_Record set_
____________

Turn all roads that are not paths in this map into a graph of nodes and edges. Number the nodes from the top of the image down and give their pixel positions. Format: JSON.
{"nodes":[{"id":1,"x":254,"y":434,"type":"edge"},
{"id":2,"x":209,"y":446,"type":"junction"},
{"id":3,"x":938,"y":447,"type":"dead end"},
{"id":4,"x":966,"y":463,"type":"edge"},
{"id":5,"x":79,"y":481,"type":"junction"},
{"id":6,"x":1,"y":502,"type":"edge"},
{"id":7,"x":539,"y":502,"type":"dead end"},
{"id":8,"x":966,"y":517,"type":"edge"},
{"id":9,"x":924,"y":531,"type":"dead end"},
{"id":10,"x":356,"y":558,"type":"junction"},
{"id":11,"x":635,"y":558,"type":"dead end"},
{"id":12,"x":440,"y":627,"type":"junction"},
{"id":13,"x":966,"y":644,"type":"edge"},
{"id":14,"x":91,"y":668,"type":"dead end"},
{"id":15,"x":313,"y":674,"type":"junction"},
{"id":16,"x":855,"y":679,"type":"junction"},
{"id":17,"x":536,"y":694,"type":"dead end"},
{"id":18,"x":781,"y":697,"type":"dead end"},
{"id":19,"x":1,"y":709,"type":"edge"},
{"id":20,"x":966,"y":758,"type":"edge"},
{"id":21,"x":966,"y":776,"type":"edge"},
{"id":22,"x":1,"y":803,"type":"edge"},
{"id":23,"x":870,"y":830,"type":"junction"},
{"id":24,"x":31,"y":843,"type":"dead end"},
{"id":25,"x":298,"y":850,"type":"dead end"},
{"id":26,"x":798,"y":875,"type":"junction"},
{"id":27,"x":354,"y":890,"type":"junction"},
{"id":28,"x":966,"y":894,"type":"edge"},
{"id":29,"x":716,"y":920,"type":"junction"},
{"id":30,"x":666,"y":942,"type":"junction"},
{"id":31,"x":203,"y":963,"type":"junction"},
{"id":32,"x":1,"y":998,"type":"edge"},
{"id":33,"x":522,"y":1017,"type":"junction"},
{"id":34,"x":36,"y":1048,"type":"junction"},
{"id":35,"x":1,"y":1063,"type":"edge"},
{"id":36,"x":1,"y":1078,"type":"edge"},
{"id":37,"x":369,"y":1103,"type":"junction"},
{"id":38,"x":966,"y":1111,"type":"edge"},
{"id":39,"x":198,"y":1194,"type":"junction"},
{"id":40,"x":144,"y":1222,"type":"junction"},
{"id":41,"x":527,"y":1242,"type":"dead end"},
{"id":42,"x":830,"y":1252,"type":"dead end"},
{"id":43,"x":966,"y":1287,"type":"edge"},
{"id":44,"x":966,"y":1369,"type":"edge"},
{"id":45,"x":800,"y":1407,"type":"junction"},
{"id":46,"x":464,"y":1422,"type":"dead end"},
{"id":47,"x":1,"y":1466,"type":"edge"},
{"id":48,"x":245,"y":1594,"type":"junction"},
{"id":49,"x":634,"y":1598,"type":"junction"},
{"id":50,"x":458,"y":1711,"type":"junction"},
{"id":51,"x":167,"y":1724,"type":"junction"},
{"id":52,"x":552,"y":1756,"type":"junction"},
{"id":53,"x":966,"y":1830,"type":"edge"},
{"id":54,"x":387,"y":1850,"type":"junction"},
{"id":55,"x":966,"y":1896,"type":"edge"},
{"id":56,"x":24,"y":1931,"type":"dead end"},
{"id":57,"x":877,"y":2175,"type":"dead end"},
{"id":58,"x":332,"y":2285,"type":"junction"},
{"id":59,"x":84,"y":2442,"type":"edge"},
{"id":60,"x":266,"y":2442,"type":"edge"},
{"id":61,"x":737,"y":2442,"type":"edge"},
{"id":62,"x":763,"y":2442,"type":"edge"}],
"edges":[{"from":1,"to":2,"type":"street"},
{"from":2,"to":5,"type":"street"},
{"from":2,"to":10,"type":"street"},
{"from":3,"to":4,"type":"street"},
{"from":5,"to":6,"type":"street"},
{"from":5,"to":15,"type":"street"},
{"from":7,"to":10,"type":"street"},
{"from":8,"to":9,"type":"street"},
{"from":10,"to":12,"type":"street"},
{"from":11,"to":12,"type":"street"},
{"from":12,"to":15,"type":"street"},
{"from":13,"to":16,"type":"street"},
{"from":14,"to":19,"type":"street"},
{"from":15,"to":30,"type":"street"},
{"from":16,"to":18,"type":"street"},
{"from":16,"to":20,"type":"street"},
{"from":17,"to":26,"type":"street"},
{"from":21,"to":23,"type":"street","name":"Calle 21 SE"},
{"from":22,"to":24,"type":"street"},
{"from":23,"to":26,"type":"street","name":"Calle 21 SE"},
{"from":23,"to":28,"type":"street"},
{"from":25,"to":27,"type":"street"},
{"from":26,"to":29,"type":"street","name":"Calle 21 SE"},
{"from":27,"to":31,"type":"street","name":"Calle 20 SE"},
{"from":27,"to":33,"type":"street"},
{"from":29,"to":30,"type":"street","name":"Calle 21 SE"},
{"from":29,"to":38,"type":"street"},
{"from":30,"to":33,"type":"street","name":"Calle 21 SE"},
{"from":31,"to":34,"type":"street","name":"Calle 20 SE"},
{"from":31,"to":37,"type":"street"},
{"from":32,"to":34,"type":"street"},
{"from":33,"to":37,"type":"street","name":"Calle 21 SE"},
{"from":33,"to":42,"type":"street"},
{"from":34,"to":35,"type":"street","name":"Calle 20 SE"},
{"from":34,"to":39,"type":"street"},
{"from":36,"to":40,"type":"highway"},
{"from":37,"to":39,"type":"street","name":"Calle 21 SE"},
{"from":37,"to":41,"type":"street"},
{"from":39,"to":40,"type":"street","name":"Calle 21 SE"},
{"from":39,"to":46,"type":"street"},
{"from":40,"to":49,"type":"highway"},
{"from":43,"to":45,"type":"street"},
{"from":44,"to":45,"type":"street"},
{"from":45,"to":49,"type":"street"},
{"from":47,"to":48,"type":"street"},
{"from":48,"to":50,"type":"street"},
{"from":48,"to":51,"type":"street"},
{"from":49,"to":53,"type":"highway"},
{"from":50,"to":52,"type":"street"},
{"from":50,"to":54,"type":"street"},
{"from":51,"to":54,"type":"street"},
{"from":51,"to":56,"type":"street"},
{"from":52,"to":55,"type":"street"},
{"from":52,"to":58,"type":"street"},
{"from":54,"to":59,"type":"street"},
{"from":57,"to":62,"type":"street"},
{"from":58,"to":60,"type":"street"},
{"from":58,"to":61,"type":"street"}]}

____________

_Task to complete_
Filter the records down to the lines containing the word "edges", and copy those.

_Task result_
Turn all roads that are not paths in this map into a graph of nodes and edges. Number the nodes from the top of the image down and give their pixel positions. Format: JSON.
"edges":[{"from":1,"to":2,"type":"street"},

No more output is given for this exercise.